While Pitts argued that “it is far from obvious that vacating the courthouse-arrest policies will significantly hinder ICE’s operations,” sources told The Daily Wire that the statement may be far from the reality.
Sources within ICE said that when officers can’t nab targets at immigration courts, they are forced to hit the streets in greater numbers resulting in more arrests. One also noted that the change could expose officers and the public to more risks.
“This will once again put at risk the community because officers won’t be able to make arrests in a safe location where the people attending court are screened for weapons and other items that can cause bodily harm.
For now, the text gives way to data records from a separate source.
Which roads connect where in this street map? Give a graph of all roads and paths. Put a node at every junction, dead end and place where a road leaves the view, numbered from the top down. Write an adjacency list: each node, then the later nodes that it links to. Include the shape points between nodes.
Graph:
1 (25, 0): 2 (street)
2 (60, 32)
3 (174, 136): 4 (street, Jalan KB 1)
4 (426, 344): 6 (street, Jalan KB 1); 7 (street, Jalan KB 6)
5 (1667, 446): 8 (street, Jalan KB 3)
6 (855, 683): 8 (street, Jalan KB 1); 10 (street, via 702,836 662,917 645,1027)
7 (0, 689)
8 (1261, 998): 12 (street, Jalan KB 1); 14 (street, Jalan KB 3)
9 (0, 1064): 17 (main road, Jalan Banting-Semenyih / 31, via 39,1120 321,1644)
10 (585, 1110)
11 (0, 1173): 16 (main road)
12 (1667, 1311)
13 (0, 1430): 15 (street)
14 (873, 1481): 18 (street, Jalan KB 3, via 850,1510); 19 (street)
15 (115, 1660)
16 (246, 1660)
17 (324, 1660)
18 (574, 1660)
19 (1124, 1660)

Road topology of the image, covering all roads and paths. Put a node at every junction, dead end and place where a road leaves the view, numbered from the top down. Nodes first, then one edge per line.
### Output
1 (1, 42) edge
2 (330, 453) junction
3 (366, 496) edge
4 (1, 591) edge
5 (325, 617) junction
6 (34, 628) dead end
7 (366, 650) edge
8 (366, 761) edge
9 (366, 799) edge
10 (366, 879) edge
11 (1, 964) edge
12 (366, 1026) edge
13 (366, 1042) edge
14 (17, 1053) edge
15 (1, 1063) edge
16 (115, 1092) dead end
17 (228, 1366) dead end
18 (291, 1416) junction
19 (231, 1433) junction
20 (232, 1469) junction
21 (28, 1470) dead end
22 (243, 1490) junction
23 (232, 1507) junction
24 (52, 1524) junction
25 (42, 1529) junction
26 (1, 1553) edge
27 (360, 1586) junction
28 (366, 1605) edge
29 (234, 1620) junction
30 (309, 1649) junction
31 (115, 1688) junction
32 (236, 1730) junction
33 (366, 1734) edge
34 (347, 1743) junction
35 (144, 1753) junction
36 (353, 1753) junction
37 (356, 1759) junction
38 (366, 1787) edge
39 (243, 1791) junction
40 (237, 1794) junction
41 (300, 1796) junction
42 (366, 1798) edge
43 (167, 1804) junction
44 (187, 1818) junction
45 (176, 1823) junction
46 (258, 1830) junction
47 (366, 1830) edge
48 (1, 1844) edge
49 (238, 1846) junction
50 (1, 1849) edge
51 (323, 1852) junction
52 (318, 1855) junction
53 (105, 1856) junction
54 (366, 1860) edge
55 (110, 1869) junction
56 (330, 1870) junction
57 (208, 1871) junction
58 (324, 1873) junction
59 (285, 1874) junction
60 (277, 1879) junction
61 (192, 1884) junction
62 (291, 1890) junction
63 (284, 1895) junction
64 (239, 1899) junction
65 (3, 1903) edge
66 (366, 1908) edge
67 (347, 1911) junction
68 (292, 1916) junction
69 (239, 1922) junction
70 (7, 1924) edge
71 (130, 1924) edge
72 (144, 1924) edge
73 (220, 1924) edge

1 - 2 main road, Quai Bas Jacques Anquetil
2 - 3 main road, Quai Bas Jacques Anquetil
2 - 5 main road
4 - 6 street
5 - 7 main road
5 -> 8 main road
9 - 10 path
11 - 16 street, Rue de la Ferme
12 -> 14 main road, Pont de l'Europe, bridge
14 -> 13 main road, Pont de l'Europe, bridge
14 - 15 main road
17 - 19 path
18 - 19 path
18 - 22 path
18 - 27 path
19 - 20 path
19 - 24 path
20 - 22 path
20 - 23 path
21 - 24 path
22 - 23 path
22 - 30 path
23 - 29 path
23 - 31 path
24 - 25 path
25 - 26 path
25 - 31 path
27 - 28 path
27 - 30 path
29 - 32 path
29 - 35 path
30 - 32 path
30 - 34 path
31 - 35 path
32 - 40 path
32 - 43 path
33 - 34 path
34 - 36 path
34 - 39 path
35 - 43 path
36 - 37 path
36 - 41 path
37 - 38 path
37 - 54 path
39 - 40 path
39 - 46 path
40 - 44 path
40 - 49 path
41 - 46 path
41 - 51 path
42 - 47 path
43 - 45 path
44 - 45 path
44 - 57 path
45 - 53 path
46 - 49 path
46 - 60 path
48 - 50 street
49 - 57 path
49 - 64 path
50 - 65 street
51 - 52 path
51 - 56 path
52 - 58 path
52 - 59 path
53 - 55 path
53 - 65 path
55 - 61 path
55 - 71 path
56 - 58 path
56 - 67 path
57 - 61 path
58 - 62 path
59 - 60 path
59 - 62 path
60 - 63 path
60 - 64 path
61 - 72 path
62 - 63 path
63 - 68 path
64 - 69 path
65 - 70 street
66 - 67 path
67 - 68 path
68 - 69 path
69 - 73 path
Also, it will once more put officers out in the field, increasing the chance of collateral arrests instead of only the target being apprehended,” an ICE source said.
Another agency source said they have plenty of “at large targets,” adding that the court arrest tactic was an effective tool when it started, but that word got out eventually and “people started to miss their appearances.”
The Trump administration’s use of the tactic led protesters and Democratic lawmakers to show up at immigration courts across the country in attempts to block the arrests.
Former ICE New York Field Office Deputy Director Scott Mechkowski echoed that courthouses, like local jails, “are the single safest place to take a removable alien into custody.”
“The realistic alternative is not ‘no arrest,’ it’s an armed team going into a neighborhood, a workplace, or a home to find that same person at large,” he said.
The ruling also struck down a Trump-era policy that allowed ICE officers to hold detainees in temporary detention rooms for up to 72 hours or more, exceeding the 12-hour holding limit, according to the New York Times.
Homeland Security Counsel James Percival condemned Pitts’ order as “naked judicial activism in service of an anti-American, open borders agenda.”
“When a judge sentences a defendant, the defendant is taken into custody. If an alien is ordered removed by an immigration judge, the same should happen,” Percival wrote on X.